[Saved entries]
▬▬▬▬▬▬▬▬▬▬

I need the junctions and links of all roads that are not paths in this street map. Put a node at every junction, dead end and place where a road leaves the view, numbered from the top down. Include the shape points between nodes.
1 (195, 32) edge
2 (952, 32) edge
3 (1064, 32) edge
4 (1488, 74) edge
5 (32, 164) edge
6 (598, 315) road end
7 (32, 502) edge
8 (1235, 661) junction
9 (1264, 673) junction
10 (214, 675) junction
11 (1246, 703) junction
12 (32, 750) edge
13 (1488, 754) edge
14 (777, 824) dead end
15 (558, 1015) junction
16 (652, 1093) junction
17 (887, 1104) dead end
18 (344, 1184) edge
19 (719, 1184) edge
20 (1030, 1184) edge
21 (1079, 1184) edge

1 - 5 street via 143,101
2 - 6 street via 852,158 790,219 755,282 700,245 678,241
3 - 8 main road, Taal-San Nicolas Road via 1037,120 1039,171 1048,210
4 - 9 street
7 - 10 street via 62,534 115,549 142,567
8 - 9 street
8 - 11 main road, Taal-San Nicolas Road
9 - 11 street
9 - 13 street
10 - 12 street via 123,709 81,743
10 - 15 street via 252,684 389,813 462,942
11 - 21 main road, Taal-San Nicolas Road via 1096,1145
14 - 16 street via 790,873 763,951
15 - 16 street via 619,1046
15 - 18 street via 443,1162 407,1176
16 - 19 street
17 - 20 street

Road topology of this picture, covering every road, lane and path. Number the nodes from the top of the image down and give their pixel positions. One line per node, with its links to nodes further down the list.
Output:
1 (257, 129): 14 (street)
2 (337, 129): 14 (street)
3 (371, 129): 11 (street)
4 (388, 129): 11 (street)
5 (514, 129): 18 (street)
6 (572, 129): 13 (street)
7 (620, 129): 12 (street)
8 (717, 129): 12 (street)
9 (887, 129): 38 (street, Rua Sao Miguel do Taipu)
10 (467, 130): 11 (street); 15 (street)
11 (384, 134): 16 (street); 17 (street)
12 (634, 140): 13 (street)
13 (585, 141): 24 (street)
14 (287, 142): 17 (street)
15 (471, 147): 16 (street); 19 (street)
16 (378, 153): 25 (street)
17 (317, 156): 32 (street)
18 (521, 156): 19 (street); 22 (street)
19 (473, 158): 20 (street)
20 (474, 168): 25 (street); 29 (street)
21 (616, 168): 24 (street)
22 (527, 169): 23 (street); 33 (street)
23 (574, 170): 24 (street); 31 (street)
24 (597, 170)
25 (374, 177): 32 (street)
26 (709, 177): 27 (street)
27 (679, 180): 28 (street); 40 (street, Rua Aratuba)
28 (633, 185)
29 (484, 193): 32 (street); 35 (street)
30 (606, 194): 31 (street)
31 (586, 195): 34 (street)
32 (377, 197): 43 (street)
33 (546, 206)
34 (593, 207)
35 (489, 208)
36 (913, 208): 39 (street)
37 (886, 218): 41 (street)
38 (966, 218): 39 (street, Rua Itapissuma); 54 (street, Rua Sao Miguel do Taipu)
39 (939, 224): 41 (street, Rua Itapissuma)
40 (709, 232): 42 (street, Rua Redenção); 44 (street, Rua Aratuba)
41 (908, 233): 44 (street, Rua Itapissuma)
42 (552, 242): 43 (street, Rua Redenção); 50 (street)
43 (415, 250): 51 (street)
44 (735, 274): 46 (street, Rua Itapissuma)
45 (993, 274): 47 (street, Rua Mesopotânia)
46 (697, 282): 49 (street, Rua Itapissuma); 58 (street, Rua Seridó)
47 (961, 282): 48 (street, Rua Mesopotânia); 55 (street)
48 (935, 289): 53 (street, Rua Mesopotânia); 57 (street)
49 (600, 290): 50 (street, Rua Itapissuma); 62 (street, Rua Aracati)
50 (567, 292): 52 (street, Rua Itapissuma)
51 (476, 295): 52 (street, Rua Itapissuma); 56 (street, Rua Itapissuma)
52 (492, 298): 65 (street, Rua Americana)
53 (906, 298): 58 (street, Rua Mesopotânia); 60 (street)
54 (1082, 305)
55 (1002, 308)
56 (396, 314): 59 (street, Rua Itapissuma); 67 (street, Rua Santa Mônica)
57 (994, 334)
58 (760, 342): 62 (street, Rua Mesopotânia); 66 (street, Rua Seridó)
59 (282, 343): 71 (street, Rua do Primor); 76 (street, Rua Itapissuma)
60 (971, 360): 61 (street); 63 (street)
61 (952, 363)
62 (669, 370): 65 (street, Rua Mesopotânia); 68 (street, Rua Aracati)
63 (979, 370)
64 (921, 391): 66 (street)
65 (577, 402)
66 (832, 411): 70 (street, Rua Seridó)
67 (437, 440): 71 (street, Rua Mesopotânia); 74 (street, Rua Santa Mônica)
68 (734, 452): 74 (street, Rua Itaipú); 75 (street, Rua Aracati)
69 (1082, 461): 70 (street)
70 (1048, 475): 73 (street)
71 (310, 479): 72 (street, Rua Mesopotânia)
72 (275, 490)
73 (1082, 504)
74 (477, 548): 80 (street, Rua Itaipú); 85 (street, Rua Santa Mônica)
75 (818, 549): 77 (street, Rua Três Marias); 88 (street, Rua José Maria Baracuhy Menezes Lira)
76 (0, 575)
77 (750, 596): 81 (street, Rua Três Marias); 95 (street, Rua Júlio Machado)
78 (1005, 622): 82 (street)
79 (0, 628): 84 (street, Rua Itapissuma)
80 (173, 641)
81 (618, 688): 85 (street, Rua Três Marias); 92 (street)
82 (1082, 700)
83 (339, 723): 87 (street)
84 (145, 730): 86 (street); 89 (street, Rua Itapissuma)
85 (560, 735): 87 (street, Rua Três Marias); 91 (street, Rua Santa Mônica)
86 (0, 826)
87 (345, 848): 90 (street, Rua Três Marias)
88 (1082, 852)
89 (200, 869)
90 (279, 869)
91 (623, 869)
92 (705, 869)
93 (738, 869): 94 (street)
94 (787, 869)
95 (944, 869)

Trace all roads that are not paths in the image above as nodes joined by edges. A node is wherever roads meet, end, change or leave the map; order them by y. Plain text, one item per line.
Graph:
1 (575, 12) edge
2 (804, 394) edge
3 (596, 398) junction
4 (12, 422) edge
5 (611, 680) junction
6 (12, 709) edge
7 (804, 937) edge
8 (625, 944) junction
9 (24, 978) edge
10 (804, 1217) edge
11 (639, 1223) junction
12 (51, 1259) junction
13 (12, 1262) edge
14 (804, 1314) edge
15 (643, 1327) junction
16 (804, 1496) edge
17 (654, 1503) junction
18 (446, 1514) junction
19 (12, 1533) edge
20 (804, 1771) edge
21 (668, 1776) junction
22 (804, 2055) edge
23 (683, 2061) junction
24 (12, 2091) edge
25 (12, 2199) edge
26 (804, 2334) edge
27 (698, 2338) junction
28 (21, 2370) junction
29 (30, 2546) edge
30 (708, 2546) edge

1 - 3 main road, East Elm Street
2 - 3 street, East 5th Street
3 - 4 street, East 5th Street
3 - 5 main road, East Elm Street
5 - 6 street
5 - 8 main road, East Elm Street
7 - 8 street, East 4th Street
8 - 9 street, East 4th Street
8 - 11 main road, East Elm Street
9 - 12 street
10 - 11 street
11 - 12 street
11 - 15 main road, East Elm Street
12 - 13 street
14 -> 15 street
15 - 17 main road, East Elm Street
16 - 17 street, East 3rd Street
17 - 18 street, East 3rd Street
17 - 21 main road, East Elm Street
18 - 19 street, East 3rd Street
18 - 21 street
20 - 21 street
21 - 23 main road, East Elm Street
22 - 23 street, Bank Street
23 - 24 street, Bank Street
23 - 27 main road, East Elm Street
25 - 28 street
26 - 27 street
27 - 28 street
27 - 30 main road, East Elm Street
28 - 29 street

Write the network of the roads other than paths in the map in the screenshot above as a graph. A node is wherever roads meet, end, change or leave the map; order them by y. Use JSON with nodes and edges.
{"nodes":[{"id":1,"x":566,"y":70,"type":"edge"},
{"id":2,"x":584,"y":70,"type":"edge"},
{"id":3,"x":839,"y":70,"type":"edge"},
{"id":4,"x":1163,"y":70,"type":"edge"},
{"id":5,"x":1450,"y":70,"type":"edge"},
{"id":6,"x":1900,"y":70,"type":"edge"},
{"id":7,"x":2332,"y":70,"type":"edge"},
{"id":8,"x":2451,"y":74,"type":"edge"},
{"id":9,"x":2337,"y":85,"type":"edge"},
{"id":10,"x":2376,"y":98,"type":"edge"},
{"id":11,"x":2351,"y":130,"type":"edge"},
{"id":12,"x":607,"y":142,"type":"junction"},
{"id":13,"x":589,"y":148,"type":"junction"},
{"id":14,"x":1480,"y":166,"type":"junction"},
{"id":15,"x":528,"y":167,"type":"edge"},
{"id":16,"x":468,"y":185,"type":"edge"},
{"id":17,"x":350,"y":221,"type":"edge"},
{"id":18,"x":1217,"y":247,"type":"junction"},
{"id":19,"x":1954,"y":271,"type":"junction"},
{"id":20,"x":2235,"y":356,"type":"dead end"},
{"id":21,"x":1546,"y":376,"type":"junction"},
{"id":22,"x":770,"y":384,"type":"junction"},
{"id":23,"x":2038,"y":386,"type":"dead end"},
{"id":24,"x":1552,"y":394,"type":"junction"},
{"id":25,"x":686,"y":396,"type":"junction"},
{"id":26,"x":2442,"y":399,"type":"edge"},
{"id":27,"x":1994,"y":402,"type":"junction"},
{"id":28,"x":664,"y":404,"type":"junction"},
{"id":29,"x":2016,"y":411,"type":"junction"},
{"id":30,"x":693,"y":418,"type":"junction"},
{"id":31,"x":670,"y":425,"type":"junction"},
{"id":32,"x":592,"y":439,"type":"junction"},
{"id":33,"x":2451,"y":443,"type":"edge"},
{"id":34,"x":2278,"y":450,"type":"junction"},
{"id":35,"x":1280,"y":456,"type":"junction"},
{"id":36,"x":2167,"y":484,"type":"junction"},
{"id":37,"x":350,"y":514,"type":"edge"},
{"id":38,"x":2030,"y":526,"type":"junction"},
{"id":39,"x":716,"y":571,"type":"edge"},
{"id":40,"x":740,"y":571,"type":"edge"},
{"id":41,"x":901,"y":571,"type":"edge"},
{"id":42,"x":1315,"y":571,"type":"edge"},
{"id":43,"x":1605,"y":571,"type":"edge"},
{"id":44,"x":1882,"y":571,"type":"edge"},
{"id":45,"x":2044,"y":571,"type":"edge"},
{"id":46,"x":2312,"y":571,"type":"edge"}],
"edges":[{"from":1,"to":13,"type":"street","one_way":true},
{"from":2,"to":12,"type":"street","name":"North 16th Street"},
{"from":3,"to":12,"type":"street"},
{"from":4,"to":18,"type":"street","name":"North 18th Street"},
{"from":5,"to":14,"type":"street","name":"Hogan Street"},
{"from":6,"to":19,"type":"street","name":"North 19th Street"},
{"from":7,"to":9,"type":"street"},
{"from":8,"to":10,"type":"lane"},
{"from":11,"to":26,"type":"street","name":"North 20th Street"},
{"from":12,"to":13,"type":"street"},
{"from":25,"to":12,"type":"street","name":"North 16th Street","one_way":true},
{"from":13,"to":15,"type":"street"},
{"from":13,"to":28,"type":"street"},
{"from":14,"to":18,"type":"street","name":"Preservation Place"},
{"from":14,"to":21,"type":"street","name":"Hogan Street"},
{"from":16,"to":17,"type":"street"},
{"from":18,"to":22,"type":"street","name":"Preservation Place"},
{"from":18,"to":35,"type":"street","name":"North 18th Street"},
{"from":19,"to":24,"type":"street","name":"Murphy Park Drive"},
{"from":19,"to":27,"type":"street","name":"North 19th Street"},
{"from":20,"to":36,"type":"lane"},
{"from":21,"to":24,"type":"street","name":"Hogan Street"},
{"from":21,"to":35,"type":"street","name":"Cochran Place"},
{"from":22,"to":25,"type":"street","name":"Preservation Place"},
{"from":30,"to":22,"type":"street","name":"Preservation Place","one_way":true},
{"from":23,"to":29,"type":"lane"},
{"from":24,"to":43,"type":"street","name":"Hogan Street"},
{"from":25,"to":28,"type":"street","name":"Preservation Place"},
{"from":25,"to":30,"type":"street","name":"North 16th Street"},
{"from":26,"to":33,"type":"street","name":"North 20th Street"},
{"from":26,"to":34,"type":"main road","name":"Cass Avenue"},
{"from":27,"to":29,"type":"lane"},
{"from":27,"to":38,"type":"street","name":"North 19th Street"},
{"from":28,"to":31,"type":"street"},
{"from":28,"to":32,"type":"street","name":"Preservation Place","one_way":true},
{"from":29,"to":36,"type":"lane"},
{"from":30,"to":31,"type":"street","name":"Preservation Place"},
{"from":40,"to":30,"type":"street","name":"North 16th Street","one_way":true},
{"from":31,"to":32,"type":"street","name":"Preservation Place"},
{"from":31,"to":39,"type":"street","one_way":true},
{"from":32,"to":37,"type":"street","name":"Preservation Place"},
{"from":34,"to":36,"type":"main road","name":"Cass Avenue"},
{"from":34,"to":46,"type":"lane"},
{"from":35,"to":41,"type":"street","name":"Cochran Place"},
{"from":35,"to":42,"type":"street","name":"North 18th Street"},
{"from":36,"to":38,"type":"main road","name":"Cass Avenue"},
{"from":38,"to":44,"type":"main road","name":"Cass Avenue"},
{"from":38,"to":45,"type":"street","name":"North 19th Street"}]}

▬▬▬▬▬▬▬▬▬▬

How to complete this task: Look through the records for the string "Bank". Copy every line that has it.

Answer box:
22 - 23 street, Bank Street
23 - 24 street, Bank Street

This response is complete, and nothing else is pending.